La canilla del baño se prende. Es algo que viene sucediendo hace rato. Camus me mira. Dejo el libro. Ahora se prende la ducha. Me paro. Se prende también la canilla de la cocina. Todas las canillas están abiertas. Largan agua violentamente. El calefón ruge. El agua sale caliente. El vapor se expande por el departamento. Las ventanas lloran gotas gruesas de humedad. El bebé chilla, alguien alza la voz.
Voy al baño a cerrar la ducha y la canilla. Un muro blanco de agua y calor se interpone. Cierro la ducha, luego la canilla. Me seco la cara mojada con las manos. El espejo está muy empañado, y no llego a ver mi reflejo.
Una línea se desliza por el espejo, dibujando formas en la condensación. Son letras. Aparecen una a una, siguiendo el trazo de un dedo invisible que se mueve lento. La humedad desaparece y deja entrever el reflejo escrito sobre el vidrio.
POR FAVOR DEJANOS EN PAZ.
El dolor vuelve. Cierro los ojos y me agarro de la bacha. Una ola violenta me sacude. El nudo de dolor se retuerce. Escupe imágenes. La bicicleta rota. Las luces. Los gritos. El moretón se vuelve rojo, se abre, veo a través de él, escucho las sirenas, siento el dolor en el cuerpo. Camus se frota contra mi pierna.
En las letras del espejo puedo ver claramente que no aparezco en el reflejo.
Hace poco imprimí 10 de mis cuentos. 46 páginas A4. Me parece un montón. Les puse imágenes de portada a cada uno. Todo lo opuesto a lo que me recomendó mi profesora del taller de escritura. No pensar en la escritura como un producto, sacar el ego del medio, ni se te ocurra compartírselo a tu hermano. Pero a mi me motiva a seguir escribiendo.
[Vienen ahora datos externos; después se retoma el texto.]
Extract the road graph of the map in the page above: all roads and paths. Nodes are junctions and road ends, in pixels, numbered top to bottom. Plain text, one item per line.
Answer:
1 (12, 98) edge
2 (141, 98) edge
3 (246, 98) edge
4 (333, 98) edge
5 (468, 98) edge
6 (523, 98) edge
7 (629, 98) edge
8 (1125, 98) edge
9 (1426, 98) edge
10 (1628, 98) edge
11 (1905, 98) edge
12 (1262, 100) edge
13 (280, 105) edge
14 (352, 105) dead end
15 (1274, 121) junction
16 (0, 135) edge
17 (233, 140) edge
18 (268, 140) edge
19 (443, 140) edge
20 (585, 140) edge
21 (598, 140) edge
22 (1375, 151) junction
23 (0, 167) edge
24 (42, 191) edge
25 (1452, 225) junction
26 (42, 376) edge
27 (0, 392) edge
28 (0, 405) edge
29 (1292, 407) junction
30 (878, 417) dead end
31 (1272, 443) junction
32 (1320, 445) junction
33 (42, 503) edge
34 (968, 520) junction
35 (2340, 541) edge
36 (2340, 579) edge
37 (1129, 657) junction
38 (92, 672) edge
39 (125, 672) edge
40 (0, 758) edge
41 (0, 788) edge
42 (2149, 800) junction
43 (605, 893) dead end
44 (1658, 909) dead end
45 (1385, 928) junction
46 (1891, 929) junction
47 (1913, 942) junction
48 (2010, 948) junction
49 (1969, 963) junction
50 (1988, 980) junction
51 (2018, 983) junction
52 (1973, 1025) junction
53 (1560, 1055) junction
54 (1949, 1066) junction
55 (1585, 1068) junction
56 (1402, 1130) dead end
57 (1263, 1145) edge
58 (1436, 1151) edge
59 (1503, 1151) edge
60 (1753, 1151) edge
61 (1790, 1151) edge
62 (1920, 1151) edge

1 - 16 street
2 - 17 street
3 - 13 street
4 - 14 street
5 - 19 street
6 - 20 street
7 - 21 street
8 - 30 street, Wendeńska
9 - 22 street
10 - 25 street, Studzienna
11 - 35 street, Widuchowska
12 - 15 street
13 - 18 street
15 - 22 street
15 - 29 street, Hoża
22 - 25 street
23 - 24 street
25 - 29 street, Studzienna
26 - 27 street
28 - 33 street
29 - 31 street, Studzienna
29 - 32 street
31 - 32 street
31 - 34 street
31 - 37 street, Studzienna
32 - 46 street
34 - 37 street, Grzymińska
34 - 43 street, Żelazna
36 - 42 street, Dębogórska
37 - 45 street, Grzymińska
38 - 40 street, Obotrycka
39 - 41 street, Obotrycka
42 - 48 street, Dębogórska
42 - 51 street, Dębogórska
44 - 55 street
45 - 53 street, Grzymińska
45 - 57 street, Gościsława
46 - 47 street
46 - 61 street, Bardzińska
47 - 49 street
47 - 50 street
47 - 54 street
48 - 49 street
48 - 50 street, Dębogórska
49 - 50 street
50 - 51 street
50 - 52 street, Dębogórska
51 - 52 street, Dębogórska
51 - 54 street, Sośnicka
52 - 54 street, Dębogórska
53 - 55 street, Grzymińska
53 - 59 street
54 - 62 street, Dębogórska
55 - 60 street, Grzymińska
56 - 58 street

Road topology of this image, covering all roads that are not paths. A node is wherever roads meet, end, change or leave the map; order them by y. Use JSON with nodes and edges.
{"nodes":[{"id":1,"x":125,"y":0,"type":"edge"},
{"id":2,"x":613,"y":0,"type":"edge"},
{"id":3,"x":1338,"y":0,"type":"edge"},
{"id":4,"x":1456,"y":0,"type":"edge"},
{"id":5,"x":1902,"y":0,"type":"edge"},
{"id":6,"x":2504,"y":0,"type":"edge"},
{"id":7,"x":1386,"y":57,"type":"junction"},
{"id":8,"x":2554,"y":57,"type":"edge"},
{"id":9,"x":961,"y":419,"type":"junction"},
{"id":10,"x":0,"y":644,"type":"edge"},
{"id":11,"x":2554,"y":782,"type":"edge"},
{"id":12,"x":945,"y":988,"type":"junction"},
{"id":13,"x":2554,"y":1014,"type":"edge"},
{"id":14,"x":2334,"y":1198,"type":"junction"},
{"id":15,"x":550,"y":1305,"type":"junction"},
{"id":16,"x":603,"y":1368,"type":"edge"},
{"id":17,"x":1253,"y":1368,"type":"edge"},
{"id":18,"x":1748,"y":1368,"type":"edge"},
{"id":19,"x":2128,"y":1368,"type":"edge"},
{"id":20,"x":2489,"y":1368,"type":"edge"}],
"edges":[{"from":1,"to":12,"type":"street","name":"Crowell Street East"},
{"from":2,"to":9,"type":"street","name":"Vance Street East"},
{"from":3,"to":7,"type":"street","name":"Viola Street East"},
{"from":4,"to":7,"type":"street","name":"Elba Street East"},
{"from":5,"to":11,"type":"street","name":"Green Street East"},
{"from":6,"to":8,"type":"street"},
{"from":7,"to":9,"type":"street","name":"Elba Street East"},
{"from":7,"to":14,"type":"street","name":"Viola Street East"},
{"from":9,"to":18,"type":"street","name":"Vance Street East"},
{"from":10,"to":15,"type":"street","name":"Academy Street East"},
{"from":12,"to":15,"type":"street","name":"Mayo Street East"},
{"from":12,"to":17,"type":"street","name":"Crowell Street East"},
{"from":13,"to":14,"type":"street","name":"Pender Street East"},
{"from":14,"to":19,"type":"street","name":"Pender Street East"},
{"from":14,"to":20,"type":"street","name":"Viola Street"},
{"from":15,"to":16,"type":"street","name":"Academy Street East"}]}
El plan es corregir uno a uno en el orden que los imprimí. Esta vez tocó este cuento.
Me gusta el tono, me gusta la descripción del otoño, me gusta mirar desde mi ventana una ciudad vacía y azul.
Muchos de mis cuentos son de personas encerradas en departamentos, ¿tendré que salir más?
En la versión anterior el personaje salía de la casa. Ahora ya no más, todo transcurre dentro del departamento donde convive con unas voces sin cuerpo. Algo así.
Fue mucho trabajo de pulir y sacar imágenes y situaciones repetitivas, no es fácil que el limbo de un alma atrapada no se vuelva repetitiva para el lector.
Además ajusté la lógica interna de los hechos fantásticos. Si va a tener algo fantástico tiene que tener una lógica impecable, si no no es verosímil. Creo que eso quedó mejor.
Ustedes me dirán, si es que hay alguien del otro lado.